# Dealing with natural logs

1. Oct 8, 2011

### SUDOnym

Hi

I want to rewrite the following equation in terms of t:

$$X=\exp(-At)-\exp(-Bt)$$

Where X,A and B are positive numbers.

The problem is, I have a -exp() term... so I can't take the natural log of this... ie. as far as I am aware the following is not allowed:

$$\ln(-\exp(-Bt))$$

So is there any trick I can use in order to rewrite this equation in terms of t?

2. Oct 8, 2011

### SUDOnym

of course if I wasn't such an idiot I would've seen that I simple have to add exp(-Bt) to both sides - I retract this thread!

3. Oct 8, 2011

### SUDOnym

apologies!! - I in fact still do not know how to solve it, although I thought I did for a minute..:
if I do what I said in my second post, it leads to (EQN1):

$$X+\exp(-Bt)=\exp(-At)$$

and taking the natural log then goes to (EQN2):

$$\ln(X+\exp(-Bt))=-At$$

***please also note a correction to my first post, X is a negative real number - I said it was positive in my first post. And also recall X, A and B are known numbers (A and B are positive).

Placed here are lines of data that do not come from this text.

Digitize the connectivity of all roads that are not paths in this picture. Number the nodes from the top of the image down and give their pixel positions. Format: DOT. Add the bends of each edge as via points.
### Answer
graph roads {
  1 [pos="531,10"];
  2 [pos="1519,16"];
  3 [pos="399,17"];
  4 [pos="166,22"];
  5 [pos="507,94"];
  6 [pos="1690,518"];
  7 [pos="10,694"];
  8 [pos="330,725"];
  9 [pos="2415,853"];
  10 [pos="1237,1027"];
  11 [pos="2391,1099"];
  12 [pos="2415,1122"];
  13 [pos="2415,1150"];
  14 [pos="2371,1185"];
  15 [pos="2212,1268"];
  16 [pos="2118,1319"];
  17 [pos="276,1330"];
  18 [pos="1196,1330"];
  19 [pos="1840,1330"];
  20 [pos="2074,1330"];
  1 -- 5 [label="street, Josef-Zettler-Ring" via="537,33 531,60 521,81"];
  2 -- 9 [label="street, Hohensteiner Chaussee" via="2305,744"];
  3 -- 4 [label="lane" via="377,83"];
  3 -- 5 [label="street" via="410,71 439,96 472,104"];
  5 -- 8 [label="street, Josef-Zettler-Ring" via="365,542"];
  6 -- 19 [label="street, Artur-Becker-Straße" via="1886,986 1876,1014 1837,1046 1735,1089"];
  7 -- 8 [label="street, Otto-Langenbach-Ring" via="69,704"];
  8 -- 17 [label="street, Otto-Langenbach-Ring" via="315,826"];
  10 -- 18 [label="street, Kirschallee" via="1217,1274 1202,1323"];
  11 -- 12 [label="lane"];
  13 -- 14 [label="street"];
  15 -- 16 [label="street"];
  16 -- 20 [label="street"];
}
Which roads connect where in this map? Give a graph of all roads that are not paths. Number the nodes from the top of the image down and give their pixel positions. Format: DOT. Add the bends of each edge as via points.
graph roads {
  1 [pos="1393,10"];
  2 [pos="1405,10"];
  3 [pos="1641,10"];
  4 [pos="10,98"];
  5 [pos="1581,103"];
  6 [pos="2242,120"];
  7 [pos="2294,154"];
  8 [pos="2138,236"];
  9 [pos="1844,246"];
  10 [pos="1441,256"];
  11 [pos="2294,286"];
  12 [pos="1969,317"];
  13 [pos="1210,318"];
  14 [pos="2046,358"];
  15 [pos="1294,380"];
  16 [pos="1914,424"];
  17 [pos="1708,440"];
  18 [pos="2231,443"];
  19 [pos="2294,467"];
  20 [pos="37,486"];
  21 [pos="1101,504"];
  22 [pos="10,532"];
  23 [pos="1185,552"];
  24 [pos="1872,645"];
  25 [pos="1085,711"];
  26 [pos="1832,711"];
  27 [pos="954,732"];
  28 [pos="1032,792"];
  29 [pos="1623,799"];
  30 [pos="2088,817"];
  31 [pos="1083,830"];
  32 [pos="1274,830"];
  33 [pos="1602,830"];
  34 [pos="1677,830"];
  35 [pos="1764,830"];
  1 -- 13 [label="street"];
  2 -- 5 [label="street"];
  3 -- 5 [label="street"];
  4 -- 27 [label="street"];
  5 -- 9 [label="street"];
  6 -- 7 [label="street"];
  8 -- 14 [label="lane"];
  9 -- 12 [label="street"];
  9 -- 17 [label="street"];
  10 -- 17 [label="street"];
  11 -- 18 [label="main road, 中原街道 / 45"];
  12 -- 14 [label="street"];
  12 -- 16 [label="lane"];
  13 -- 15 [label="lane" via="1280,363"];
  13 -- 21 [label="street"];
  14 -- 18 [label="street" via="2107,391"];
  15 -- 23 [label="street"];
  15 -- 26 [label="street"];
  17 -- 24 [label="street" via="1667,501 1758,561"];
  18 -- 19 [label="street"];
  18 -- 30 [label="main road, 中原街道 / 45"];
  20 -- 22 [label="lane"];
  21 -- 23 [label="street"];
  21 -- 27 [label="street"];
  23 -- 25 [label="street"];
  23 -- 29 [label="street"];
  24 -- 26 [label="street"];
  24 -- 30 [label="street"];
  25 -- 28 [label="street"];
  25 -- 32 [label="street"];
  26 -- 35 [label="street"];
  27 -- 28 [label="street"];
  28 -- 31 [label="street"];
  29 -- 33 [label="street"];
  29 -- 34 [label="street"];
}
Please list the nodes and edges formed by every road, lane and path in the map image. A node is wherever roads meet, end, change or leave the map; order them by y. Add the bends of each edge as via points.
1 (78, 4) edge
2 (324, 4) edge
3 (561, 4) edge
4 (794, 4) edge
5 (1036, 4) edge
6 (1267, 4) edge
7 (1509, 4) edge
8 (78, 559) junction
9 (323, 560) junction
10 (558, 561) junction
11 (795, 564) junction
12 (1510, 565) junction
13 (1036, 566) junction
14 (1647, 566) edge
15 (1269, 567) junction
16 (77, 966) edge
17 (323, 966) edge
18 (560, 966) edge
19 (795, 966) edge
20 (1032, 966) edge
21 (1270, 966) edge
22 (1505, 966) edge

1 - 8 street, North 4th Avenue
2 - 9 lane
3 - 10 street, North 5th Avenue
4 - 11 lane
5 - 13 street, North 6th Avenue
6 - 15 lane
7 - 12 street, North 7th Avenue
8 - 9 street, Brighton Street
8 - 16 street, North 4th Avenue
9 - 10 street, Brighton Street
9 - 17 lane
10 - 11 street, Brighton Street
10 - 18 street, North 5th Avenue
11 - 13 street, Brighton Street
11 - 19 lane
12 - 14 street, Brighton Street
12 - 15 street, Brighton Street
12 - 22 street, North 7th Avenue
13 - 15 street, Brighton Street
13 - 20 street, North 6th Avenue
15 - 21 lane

finally note that I also know that the quantity on the LHS of (EQN1) is greater than 0, ie:

$$X+\exp(-Bt)>0$$

so to summarise: I don't know how to simplify the expression on the LHS of (EQN2)..

4. Oct 8, 2011

### Dickfore

This is wrong! If you exponentiate back, the r.h.s. becomes:

$$\exp{(-a t + b t)} = \exp{(-a t)} \exp{(b t)} \neq \exp{(-a t)} - \exp{(-b t)}$$

The point is that this equation is not solvable in closed form using elementary functions.

5. Oct 8, 2011

### t.francis

^ correct. my bad. It is 2 int morning! :P

6. Oct 9, 2011

### SUDOnym

Thanks to both repliers: Dickfore and t.francis...
but there seems to be a glitch with the thread - I am only seeing one reply from both Dickfore and t.francis but what they have said in these posts suggests that they left earlier posts as well... ie. the post from Dickfore reads:

followed by a post from t.francis:

So presumably you both left earlier posts that might be helpful?

Finally @Dickfore
Can you elaborate on what that means exactly - what is "closed form"? and are saying that I can only solve this equation numerically?

7. Oct 9, 2011

### uart

In general yes, you'd have solve numerically.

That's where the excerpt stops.